== INFORMATION SHOWN
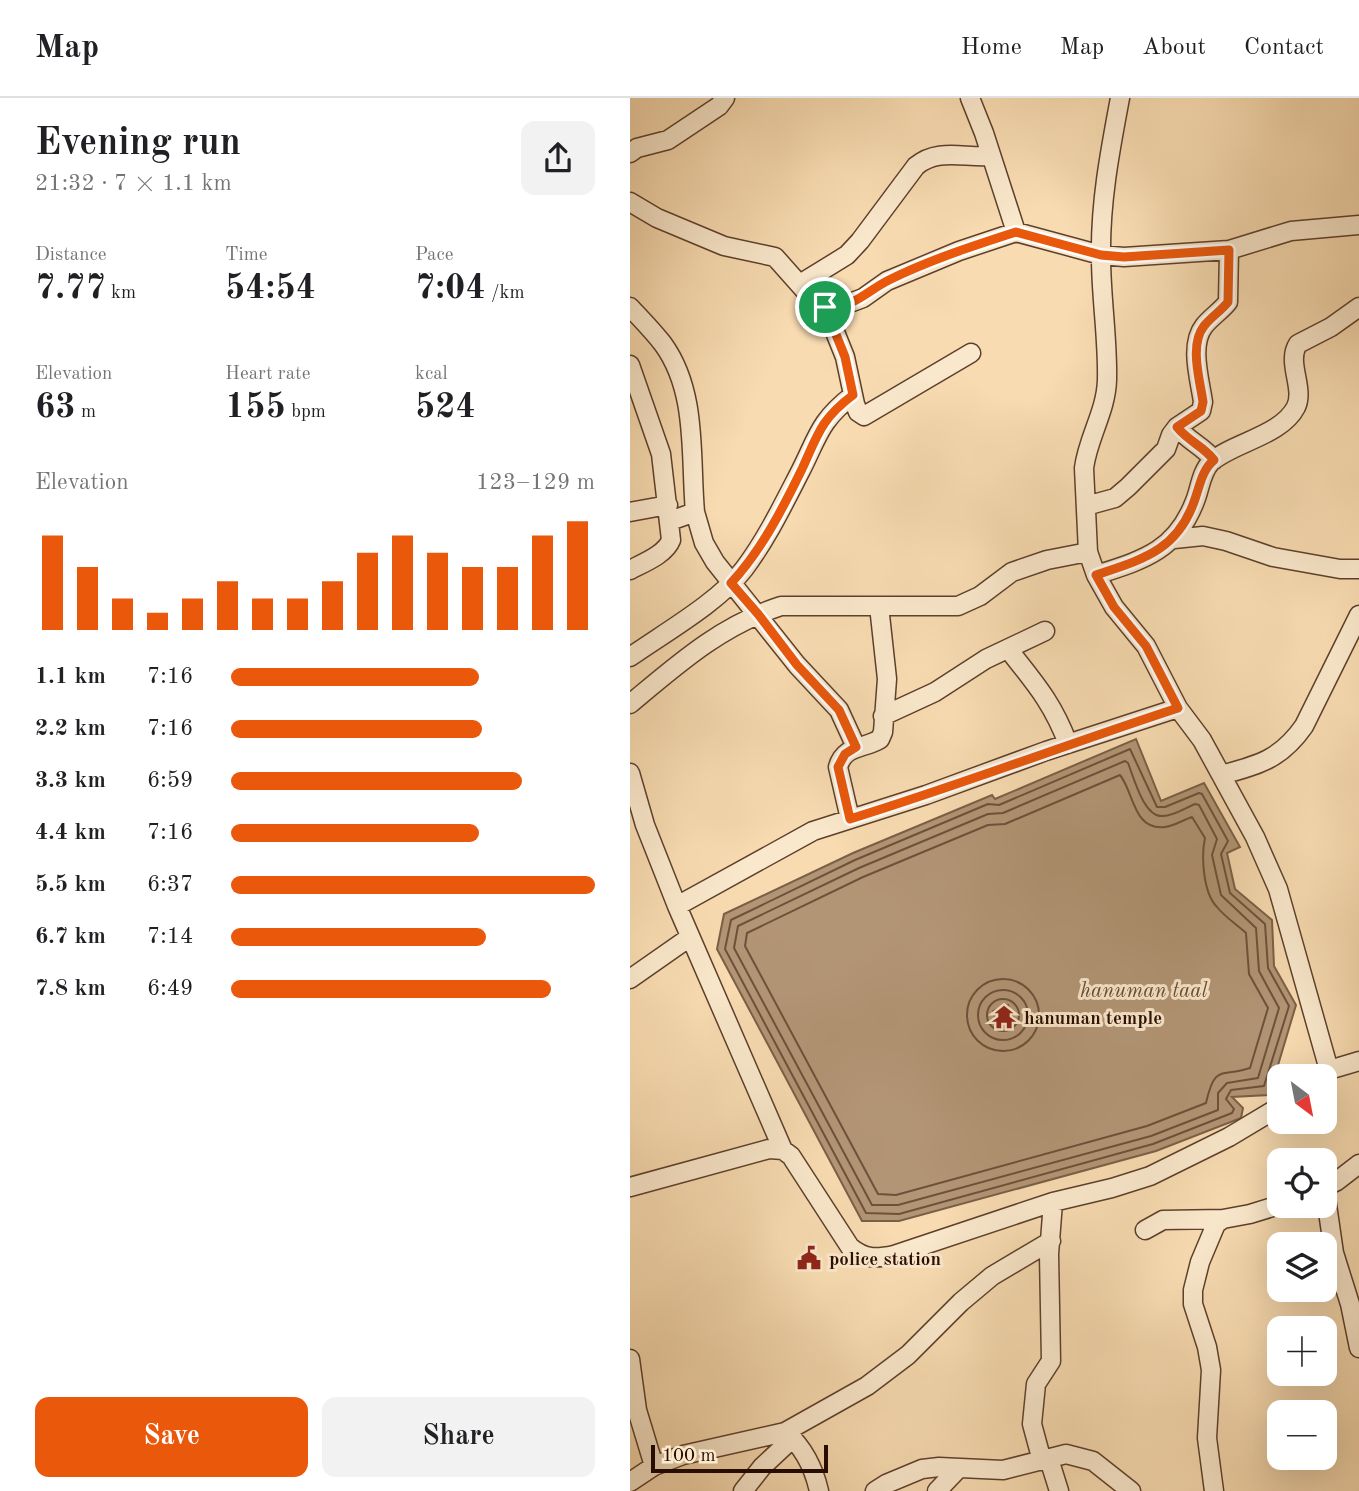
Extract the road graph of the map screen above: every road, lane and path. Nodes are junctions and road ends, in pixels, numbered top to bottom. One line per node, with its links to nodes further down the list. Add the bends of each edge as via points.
1 (740, 98): 4 (street)
2 (970, 98): 6 (street)
3 (1121, 98): 11 (street, via 1104,184)
4 (722, 102): 5 (street, via 668,140)
5 (630, 153)
6 (991, 156): 9 (street); 12 (street, via 927,157 860,241)
7 (630, 202): 12 (street, via 724,246 775,257)
8 (1359, 225): 10 (street, via 1291,231)
9 (1016, 232): 11 (street); 14 (street, via 887,281 863,298)
10 (1229, 250): 11 (street); 19 (street, via 1228,302 1206,324 1196,345 1201,411)
11 (1101, 255): 21 (street, via 1107,381 1100,420 1086,454)
12 (800, 284): 14 (street)
13 (630, 307): 24 (street, via 664,345 680,379 692,440)
14 (825, 307): 18 (street, via 845,357)
15 (1359, 307): 20 (street, via 1295,348 1298,397 1292,412 1272,429)
16 (971, 352): 18 (street, via 870,414 858,412)
17 (630, 365): 23 (street, via 661,454)
18 (853, 395): 30 (street, via 827,417 762,542)
19 (1177, 427): 20 (street); 21 (street, via 1166,449 1128,487 1115,498)
20 (1214, 460): 25 (street, via 1204,472 1195,502)
21 (1086, 506): 26 (street)
22 (630, 513): 23 (street)
23 (669, 513): 24 (street); 28 (street, via 668,547)
24 (695, 513): 30 (street, via 704,543)
25 (1174, 539): 27 (street, via 1203,536 1273,557); 29 (street)
26 (1088, 552): 29 (street); 31 (street, via 1012,572 958,606)
27 (1359, 569)
28 (630, 570)
29 (1096, 575): 38 (street, via 1114,607 1146,646)
30 (731, 583): 32 (street); 36 (street)
31 (879, 606): 32 (street, via 781,606); 39 (street, via 887,679)
32 (758, 614): 37 (street, via 695,649); 41 (street, via 839,710)
33 (1359, 615): 43 (street, via 1294,741 1255,766)
34 (1045, 631): 35 (street)
35 (1008, 649): 39 (street); 40 (street, via 1048,700)
36 (630, 657)
37 (630, 704)
38 (1178, 708): 40 (street); 43 (street)
39 (883, 716): 41 (street, via 880,739)
40 (1068, 744): 44 (street)
41 (856, 747): 44 (street, via 838,767)
42 (630, 773): 45 (street)
43 (1221, 775): 48 (street, via 1278,889)
44 (850, 819): 45 (street, via 813,831)
45 (677, 906): 46 (street)
46 (690, 937): 47 (street); 52 (street)
47 (630, 979)
48 (1323, 1064)
49 (1356, 1066): 50 (street)
50 (1337, 1070)
51 (1267, 1114): 56 (street, via 1150,1176)
52 (783, 1150): 55 (street, via 769,1149); 56 (street, via 850,1247 862,1257 894,1255)
53 (1359, 1164): 54 (street)
54 (1337, 1181)
55 (630, 1187)
56 (1054, 1202): 61 (street)
57 (1267, 1209): 59 (street)
58 (1328, 1218): 62 (street)
59 (1223, 1219): 60 (street, via 1163,1220); 74 (street, via 1211,1232 1193,1290 1211,1370 1207,1438)
60 (1146, 1230)
61 (1051, 1241): 64 (street, via 992,1276 908,1355 867,1386); 65 (street, via 1051,1361 1036,1384 1031,1424)
62 (1359, 1348)
63 (630, 1359): 67 (street)
64 (789, 1435): 67 (street, via 683,1455); 68 (street); 69 (street, via 804,1453)
65 (1046, 1460): 66 (street, via 1003,1470); 72 (street); 73 (street, via 1066,1454 1093,1461)
66 (958, 1469): 70 (street, via 922,1469); 71 (street)
67 (642, 1479)
68 (743, 1491)
69 (819, 1491)
70 (875, 1491)
71 (937, 1491)
72 (1059, 1491)
73 (1131, 1491)
74 (1214, 1491)

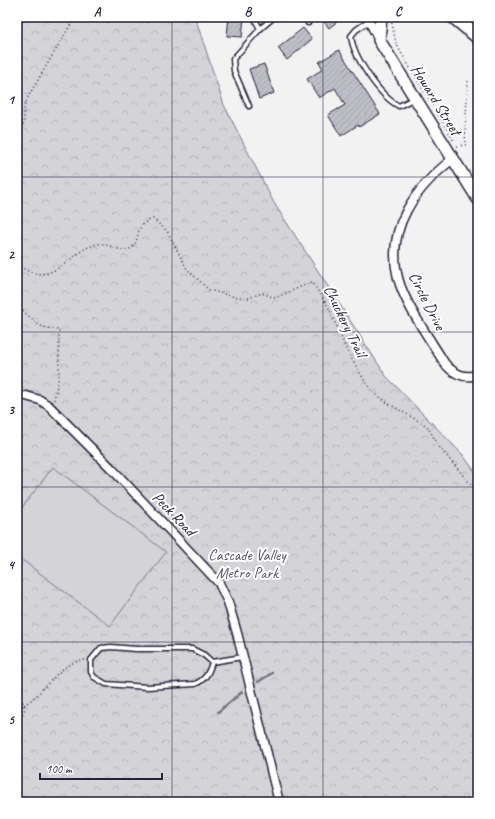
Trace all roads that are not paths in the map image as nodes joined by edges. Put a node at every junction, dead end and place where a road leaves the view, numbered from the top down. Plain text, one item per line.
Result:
1 (21, 17) edge
2 (254, 17) edge
3 (274, 17) edge
4 (308, 17) edge
5 (381, 17) edge
6 (454, 17) edge
7 (368, 19) edge
8 (17, 22) edge
9 (308, 23) dead end
10 (260, 29) junction
11 (478, 37) edge
12 (379, 40) junction
13 (416, 98) junction
14 (249, 106) dead end
15 (454, 158) junction
16 (478, 199) edge
17 (478, 375) edge
18 (26, 396) joint
19 (17, 399) edge
20 (242, 657) junction
21 (212, 662) junction
22 (279, 802) edge

1 - 8 lane
2 - 10 lane
3 - 10 lane
4 - 9 lane
5 - 12 main road
6 - 11 main road
7 - 12 street, Howard Street
7 - 13 lane
10 - 14 lane
12 - 13 main road, Howard Street
13 - 15 main road, Howard Street
15 - 16 main road, Howard Street
15 - 17 street, Circle Drive
18 - 19 lane
18 - 20 street, Peck Road
20 - 21 lane
20 - 22 street, Peck Road
21 - 21 lane

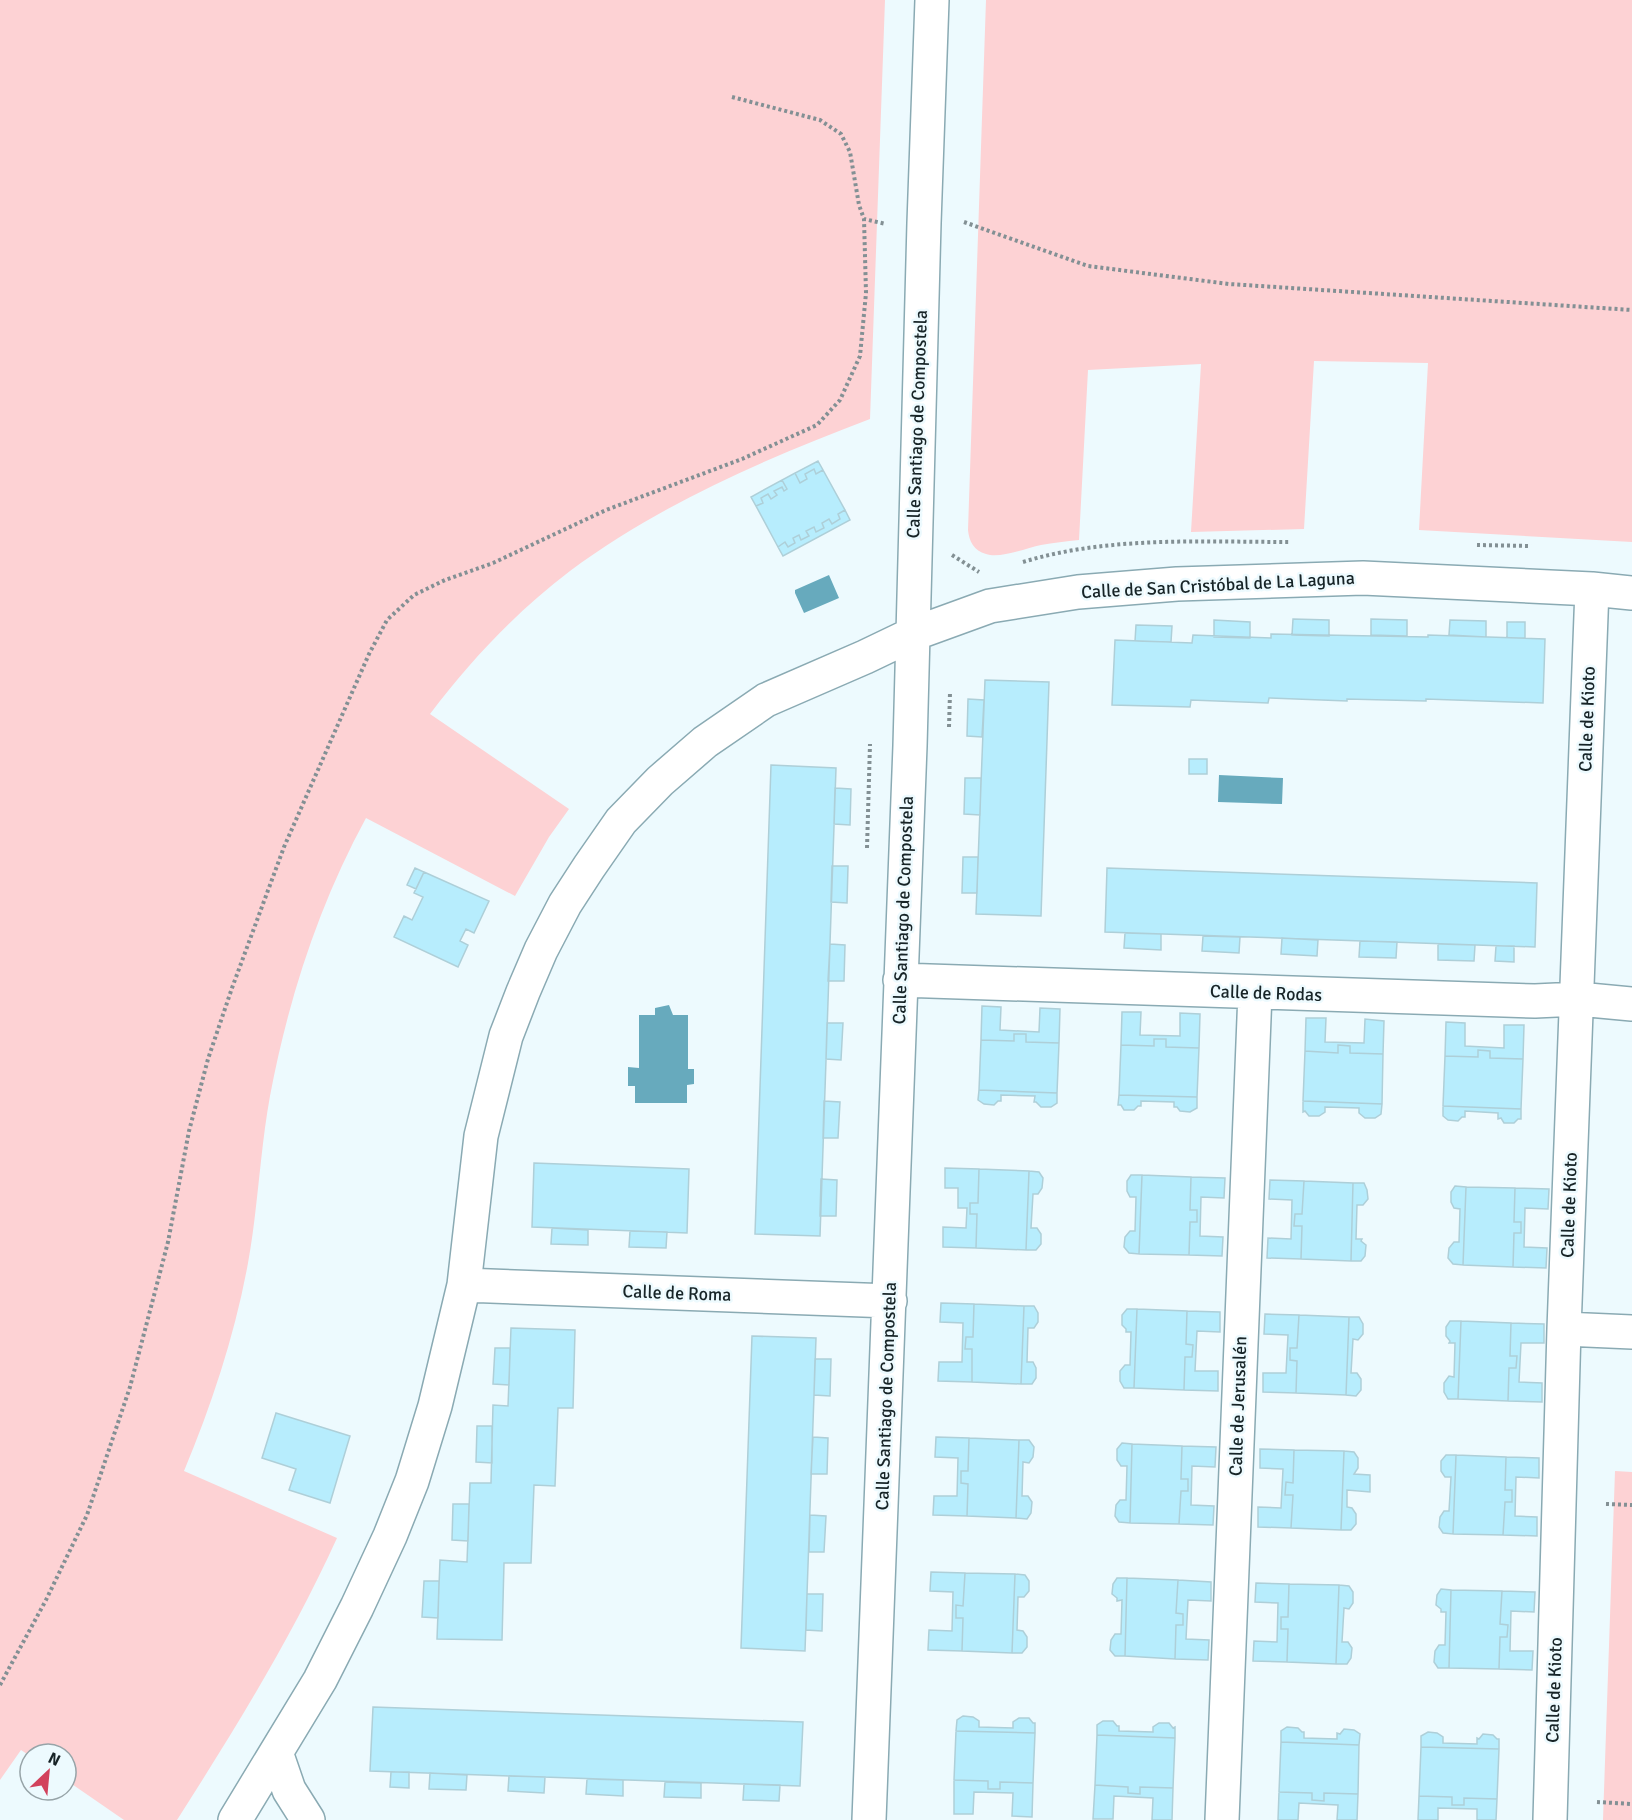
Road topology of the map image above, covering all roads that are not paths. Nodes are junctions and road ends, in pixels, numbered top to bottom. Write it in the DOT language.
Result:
graph roads {
  1 [pos="933,0"];
  2 [pos="1592,589"];
  3 [pos="1632,593"];
  4 [pos="913,634"];
  5 [pos="900,980"];
  6 [pos="1255,993"];
  7 [pos="1578,999"];
  8 [pos="1632,1004"];
  9 [pos="464,1285"];
  10 [pos="890,1301"];
  11 [pos="1564,1329"];
  12 [pos="1632,1332"];
  13 [pos="276,1755"];
  14 [pos="236,1820"];
  15 [pos="308,1820"];
  16 [pos="869,1820"];
  17 [pos="1221,1820"];
  18 [pos="1550,1820"];
  1 -- 4 [label="street, Calle Santiago de Compostela"];
  2 -- 3 [label="street, Calle de San Cristóbal de La Laguna"];
  2 -- 4 [label="street, Calle de San Cristóbal de La Laguna"];
  2 -- 7 [label="street, Calle de Kioto"];
  4 -- 5 [label="street, Calle Santiago de Compostela"];
  4 -- 9 [label="street, Calle de San Cristóbal de La Laguna"];
  5 -- 6 [label="street, Calle de Rodas"];
  5 -- 10 [label="street, Calle Santiago de Compostela"];
  6 -- 7 [label="street, Calle de Rodas"];
  6 -- 17 [label="street, Calle de Jerusalén"];
  7 -- 8 [label="street, Calle de Rodas"];
  7 -- 11 [label="street, Calle de Kioto"];
  9 -- 10 [label="street, Calle de Roma"];
  9 -- 13 [label="street, Calle de San Cristóbal de La Laguna"];
  10 -- 16 [label="street, Calle Santiago de Compostela"];
  11 -- 12 [label="street"];
  11 -- 18 [label="street, Calle de Kioto"];
  13 -- 14 [label="street, Calle de San Cristóbal de La Laguna"];
  13 -- 15 [label="street"];
}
====
> **YOUR ASSIGNMENT**
What belongs in the answer is each line of the data that has the word "lane".

> **TASK OUTPUT**
Extract the road graph of the map screen above: every road, lane and path. Nodes are junctions and road ends, in pixels, numbered top to bottom. One line per node, with its links to nodes further down the list. Add the bends of each edge as via points.
1 - 8 lane
2 - 10 lane
3 - 10 lane
4 - 9 lane
7 - 13 lane
10 - 14 lane
18 - 19 lane
20 - 21 lane
21 - 21 lane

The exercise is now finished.